Introduction: Although the indication of novel oral anticoagulant (NOAC) treatment in atrial fibrillation (AF) is comparatively similar, Phase 3 NOAC trials have variable inclusion criteria that differentiate each other and also from the real-world population. Aim: We aim to investigate the similarity between real-world nonvalvular AF patients and the population of Phase 3 NOAC trials in terms of eligibility. Methods: A total of 2802 patients using rivaroxaban, dabigatran, and apixaban were retrospectively evaluated. All the patients met the exclusion criteria of NOAC Phase 3 trials. These patient population were compared with the population of Phase 3 rivaroxaban (ROCKET-AF), dabigatran (RELY), apixaban (ARISTOTLE), and edoxaban (ENGAGE) trials in terms of inclusion criteria. Furthermore, the patients were stratified on the basis of CHA 2 -DS 2 -VASCc is enaogh score. Results: The proportion of population who met the eligible criteria for ARISTOTLE trial (91%) was different from that of RELY (78%), ROCKET-AF (50%), and ENGAGE (61%) trials (P < 0,001). For the population at intermediate risk (CHA 2 DS 2 -VASc score ≥1), the proportion which met the inclusion criteria for RE-LY trial (99%) was different from that of ARISTOTLE (91.2%), ROCKET-AF (50%), and ENGAGE trials (61%) (P < 0.001).
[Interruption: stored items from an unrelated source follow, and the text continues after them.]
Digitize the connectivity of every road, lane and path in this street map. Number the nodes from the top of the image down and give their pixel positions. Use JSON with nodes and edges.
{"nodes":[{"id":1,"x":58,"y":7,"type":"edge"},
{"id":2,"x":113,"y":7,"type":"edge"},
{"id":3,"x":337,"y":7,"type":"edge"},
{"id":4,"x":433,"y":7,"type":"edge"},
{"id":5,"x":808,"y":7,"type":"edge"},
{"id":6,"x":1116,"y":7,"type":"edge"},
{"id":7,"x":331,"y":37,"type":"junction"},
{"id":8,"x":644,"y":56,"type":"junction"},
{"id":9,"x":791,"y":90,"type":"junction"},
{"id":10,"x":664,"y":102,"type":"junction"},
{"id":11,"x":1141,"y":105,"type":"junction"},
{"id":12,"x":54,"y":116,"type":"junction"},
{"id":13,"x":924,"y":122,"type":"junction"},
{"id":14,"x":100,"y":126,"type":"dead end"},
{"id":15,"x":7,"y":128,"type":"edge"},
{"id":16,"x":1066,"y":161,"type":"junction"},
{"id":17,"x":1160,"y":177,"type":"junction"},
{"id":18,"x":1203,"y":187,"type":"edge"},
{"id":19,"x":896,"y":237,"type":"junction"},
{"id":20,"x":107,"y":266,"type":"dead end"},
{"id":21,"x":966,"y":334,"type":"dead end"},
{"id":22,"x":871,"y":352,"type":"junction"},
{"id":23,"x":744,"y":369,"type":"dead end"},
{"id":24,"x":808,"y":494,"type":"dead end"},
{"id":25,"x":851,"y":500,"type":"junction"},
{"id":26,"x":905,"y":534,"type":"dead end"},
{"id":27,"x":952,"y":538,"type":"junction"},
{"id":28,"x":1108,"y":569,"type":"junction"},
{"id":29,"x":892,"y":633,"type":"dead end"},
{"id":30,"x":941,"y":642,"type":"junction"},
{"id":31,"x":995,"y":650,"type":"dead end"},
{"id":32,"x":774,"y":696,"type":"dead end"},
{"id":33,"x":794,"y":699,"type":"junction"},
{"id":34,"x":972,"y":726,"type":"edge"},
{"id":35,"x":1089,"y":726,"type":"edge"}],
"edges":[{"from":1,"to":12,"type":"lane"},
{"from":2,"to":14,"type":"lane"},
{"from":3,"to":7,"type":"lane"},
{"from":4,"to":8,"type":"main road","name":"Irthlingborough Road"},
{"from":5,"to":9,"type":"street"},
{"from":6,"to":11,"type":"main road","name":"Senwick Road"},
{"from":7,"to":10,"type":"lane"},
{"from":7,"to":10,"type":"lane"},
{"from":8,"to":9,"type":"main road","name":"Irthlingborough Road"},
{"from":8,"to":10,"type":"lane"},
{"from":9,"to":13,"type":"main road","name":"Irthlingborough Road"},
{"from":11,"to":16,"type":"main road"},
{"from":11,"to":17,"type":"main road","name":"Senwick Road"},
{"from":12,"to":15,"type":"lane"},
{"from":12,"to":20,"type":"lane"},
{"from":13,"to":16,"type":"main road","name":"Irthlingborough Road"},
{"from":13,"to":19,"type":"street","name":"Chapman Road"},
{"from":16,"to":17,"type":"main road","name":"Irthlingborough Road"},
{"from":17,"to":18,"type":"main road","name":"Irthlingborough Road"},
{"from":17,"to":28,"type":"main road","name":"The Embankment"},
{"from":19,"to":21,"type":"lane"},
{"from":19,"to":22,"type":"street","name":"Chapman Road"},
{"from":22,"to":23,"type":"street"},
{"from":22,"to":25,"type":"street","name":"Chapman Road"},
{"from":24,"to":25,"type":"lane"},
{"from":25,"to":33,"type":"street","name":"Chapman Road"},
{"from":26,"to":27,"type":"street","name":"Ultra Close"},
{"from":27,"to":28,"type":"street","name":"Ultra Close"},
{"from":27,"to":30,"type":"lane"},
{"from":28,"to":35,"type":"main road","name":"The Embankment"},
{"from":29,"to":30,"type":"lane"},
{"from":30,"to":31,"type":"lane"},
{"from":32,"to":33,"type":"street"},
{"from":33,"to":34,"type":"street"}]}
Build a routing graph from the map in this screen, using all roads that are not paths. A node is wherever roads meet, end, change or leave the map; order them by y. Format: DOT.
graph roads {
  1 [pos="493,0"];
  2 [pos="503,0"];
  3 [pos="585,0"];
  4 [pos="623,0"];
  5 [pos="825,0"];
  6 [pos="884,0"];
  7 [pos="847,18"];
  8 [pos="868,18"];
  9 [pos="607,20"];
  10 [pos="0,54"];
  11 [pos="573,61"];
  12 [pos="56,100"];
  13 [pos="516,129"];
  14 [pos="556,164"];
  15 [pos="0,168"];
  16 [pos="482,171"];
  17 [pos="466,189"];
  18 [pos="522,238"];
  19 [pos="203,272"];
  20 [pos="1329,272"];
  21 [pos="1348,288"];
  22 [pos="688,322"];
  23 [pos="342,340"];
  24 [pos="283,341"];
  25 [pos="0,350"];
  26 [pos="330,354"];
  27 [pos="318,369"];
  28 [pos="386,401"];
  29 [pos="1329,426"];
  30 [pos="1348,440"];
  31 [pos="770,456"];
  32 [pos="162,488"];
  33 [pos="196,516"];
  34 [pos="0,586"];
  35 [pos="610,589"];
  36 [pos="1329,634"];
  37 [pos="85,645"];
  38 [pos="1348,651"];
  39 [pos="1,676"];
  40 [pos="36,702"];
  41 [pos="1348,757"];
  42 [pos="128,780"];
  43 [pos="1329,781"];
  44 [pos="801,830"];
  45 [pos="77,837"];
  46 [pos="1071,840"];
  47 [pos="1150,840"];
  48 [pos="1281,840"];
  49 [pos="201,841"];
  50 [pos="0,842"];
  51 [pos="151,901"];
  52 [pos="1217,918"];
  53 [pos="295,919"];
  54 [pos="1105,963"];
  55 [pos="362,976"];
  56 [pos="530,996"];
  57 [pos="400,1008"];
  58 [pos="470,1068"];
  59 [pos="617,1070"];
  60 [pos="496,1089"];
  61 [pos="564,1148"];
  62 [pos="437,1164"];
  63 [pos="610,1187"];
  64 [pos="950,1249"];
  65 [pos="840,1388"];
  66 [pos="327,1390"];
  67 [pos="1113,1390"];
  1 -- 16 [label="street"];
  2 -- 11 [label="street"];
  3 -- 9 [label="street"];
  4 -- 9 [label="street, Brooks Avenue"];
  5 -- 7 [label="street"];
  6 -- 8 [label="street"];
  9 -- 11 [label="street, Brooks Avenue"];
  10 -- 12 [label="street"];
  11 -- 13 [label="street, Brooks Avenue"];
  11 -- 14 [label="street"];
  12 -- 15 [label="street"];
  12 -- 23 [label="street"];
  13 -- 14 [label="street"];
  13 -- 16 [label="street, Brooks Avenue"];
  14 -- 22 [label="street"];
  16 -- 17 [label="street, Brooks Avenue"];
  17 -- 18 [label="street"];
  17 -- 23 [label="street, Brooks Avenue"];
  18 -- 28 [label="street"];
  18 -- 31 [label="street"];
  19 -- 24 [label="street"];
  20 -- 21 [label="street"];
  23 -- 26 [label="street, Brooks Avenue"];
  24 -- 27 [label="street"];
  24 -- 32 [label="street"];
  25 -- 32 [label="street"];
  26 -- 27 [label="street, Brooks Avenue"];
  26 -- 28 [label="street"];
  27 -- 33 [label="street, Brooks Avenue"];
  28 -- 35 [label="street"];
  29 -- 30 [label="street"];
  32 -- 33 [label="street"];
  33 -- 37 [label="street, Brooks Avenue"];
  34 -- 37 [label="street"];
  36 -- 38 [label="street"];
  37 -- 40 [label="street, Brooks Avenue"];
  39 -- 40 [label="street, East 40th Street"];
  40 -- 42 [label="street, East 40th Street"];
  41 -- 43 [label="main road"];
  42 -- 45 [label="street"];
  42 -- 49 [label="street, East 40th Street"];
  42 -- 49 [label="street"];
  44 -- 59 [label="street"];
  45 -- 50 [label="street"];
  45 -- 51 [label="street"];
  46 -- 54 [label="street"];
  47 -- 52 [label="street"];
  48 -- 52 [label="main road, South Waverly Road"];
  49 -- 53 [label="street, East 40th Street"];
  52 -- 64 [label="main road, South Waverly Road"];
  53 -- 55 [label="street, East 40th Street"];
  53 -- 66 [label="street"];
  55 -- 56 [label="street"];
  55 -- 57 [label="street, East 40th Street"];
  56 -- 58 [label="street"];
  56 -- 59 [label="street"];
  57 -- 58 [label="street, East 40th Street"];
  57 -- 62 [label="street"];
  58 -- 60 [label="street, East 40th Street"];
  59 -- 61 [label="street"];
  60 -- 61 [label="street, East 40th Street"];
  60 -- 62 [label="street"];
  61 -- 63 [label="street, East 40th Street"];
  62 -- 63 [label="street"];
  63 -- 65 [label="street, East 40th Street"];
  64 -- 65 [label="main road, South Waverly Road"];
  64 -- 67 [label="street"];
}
For the population at high risk (CHA 2 DS 2 -VASc score ≥2), the proportion which met the inclusion criteria was as follows: 94% for ARISTOTLE, 83% for RELY, 65% for ENGAGE, and 53% for ROCKET-AF trials (P < 0.001). In this population, 38% of patients using rivaroxaban, 46% of patients using dabigatran, and 12% patients of using apixaban did not meet the inclusion criteria for the ROCKET-AF, RE-LY, and ARISTOTLE trials, respectively. Conclusion: Eligibility of the real-world population for NOAC trials is variable. A considerable number of real-world patients using NOAC do not meet the inclusion criteria of the corresponding drug.